- [What is required] Reproduce exactly the lines from the line containing "middle mcp: (1134, 491)" through the last line of the listing, and no others.

- [Data under study]
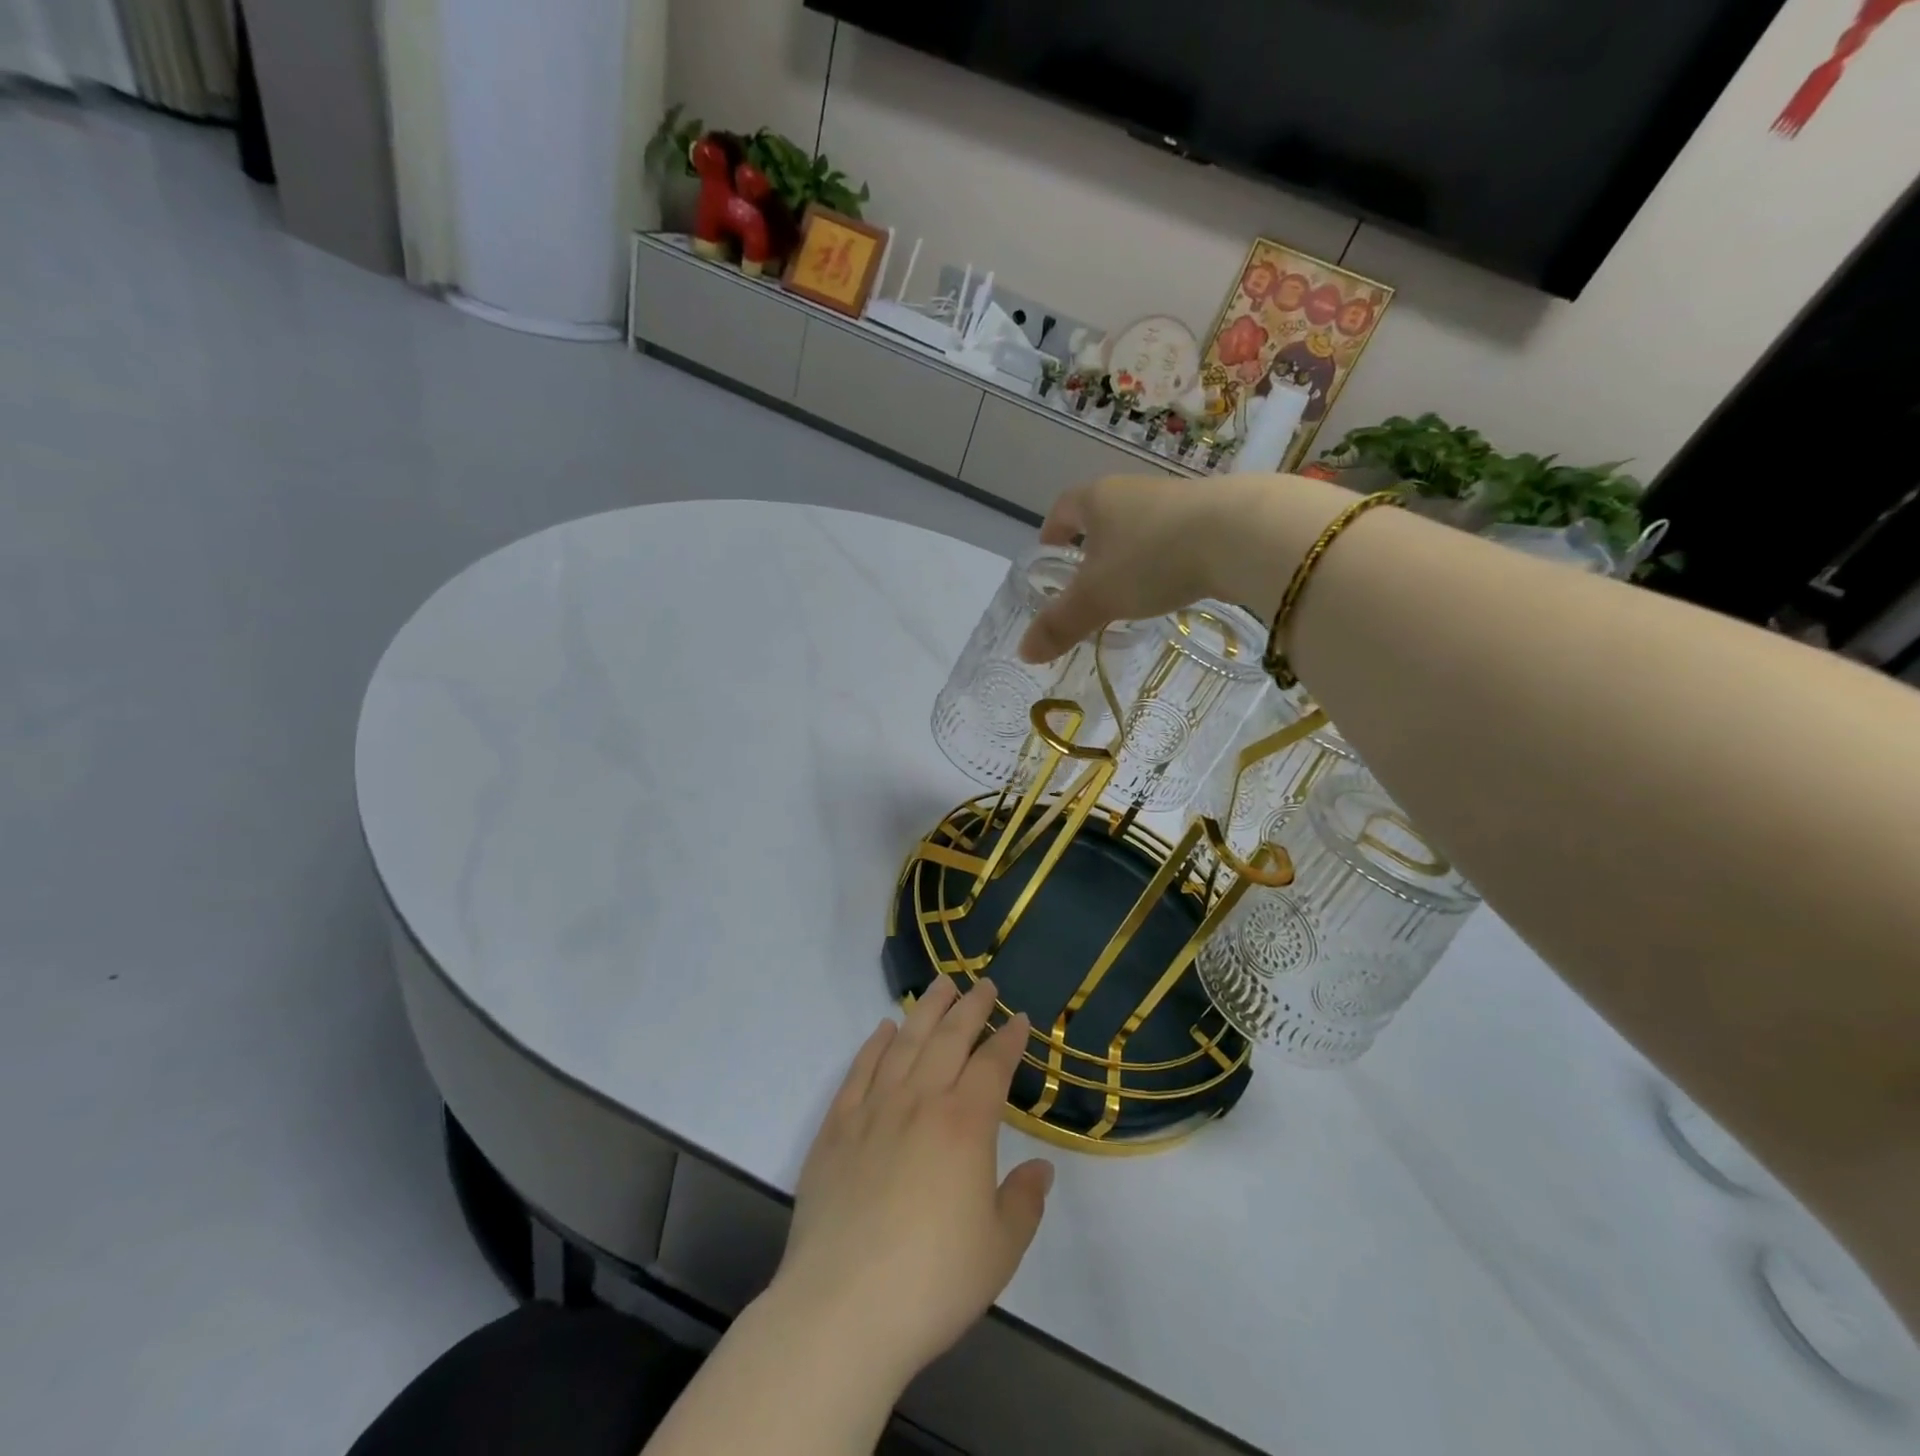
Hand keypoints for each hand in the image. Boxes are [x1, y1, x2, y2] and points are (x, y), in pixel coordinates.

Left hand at [768, 977, 1052, 1390]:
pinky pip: (859, 1071)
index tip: (1019, 1018)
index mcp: (964, 1125)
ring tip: (939, 985)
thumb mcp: (999, 1251)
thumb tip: (1039, 1168)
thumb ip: (1024, 1202)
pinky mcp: (836, 1128)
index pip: (992, 1065)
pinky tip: (884, 1030)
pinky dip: (874, 1044)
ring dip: (926, 1010)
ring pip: (905, 1043)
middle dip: (970, 1007)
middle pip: (949, 1038)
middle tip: (983, 985)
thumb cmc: (932, 1282)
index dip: (1009, 1038)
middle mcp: (920, 1102)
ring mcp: (873, 1110)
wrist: (841, 1309)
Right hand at [1017, 473, 1348, 663]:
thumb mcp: (1098, 598)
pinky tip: (1174, 583)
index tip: (1049, 550)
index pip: (1063, 508)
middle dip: (1092, 543)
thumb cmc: (1152, 558)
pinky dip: (1167, 558)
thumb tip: (1023, 652)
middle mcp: (1134, 491)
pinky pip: (1176, 536)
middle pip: (1103, 514)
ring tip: (1130, 586)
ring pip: (1142, 525)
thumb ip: (1060, 624)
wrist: (1243, 534)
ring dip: (1132, 551)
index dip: (1052, 530)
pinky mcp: (1215, 515)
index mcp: (1098, 500)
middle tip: (1087, 577)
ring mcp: (1177, 500)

- [Answer area]
middle mcp: (1134, 491)
pinky pip: (1176, 536)
middle pip: (1103, 514)
ring tip: (1130, 586)
ring pip: (1142, 525)
thumb ip: (1060, 624)
wrist: (1243, 534)
ring dip: (1132, 551)
index dip: (1052, 530)
pinky mcp: (1215, 515)
index mcp: (1098, 500)
middle tip: (1087, 577)
ring mcp: (1177, 500)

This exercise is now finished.